Tendances alimentaires : le grand retour du plaisir
Publié le 1 décembre 2024
Philippe Dubief, agriculteur et président de Passion Céréales
Quel est le rôle de Passion Céréales ?
Passion Céréales est une association qui rassemble la filière céréalière, c’est-à-dire les producteurs et les différents transformateurs, que ce soit pour la farine, la semoule, le malt, l’amidon, ou encore l’alimentation animale. Elle constitue une interface d’information entre les acteurs de cette filière et la société avec pour mission de faire connaître au grand public les céréales et les produits qui en sont issus. Les boulangers y représentent une profession extrêmement importante car ils font partie des derniers maillons de la chaîne de valorisation de la matière première et de l’interaction entre producteur et transformateur. La baguette en est, par exemple, une des images emblématiques.
Quel regard portez-vous sur la filière blé tendre française ?
Très positif ! La France peut compter sur une filière qui, par la richesse de ses territoires, est synonyme de fiabilité, de qualité et de diversité.
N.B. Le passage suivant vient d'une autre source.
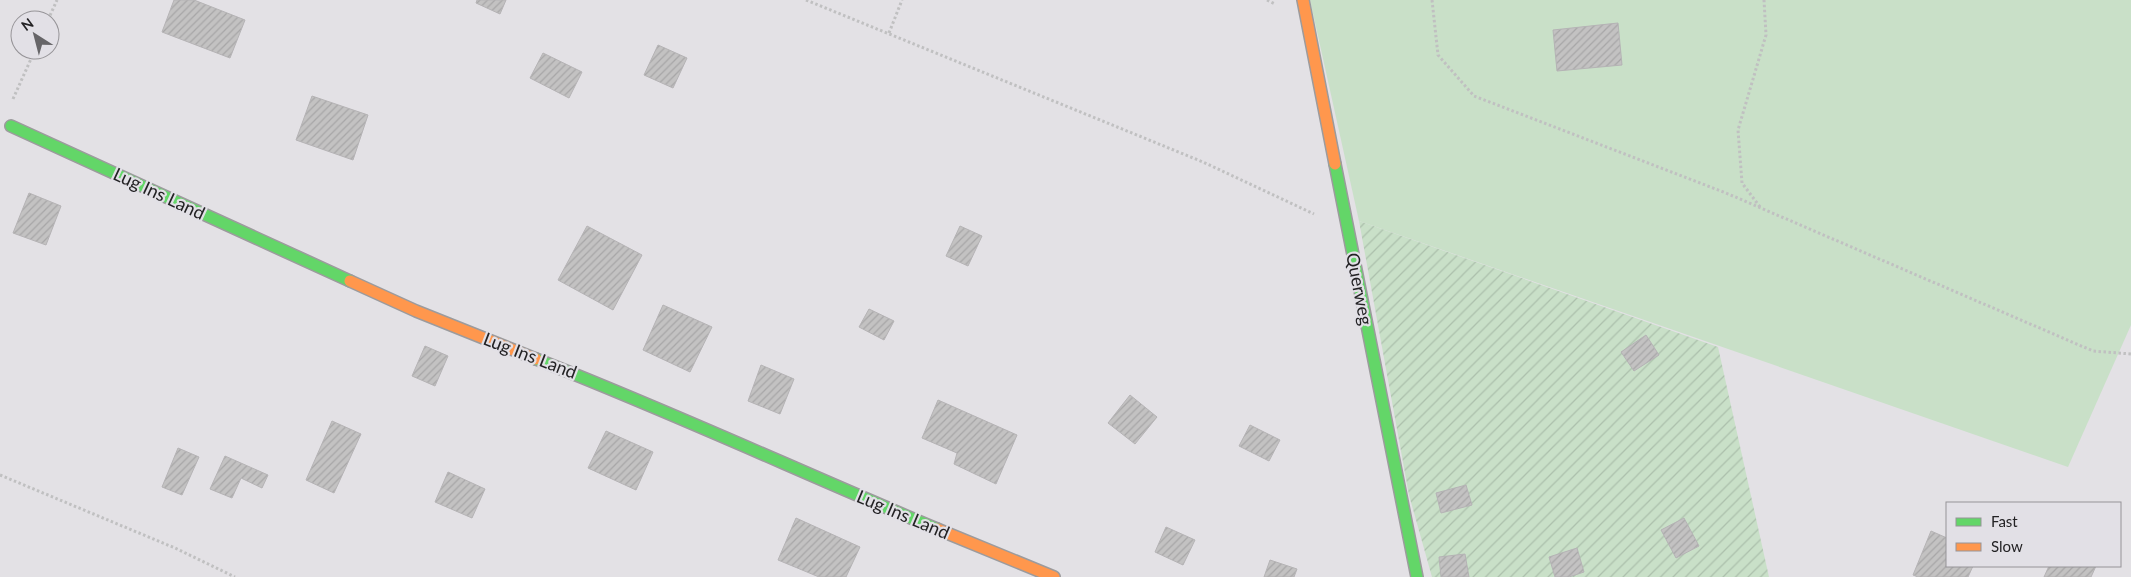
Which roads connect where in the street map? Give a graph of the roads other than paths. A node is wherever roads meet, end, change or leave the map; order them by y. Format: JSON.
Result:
{"nodes":[{"id":1,"x":1303,"y":0,"type":"edge"},
{"id":2,"x":11,"y":126,"type":"dead end"},
{"id":3,"x":1054,"y":577,"type":"edge"},
{"id":4,"x":1417,"y":577,"type":"edge"}],
"edges":[{"from":1,"to":4,"type":"street","name":"Querweg"},
{"from":2,"to":3,"type":"street","name":"Lug Ins Land"}]}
Cela nécessite un important dialogue entre tous les acteurs car si la qualité profite à tous, chacun en est le garant. Il ne faut pas oublier que pour faire du bon pain, il faut du bon blé ! C’est également une filière pourvoyeuse d’emplois non-délocalisables. En France, les activités liées aux céréales représentent 450 000 salariés, hors boulangerie-pâtisserie. Enfin, c’est aussi une filière qui a conscience des enjeux climatiques et environnementaux. Ainsi, aujourd’hui, la distance entre le grain de blé et la baguette finie est de moins de 200 km. Nous souhaitons aller encore plus loin avec pour objectif la certification de 80 % des céréaliers d’ici 5 ans autour de quatre thématiques : la biodiversité, la fertilisation, l’irrigation et l’usage des produits phytosanitaires. Cette certification est un chemin de progrès pour une agriculture qui évolue.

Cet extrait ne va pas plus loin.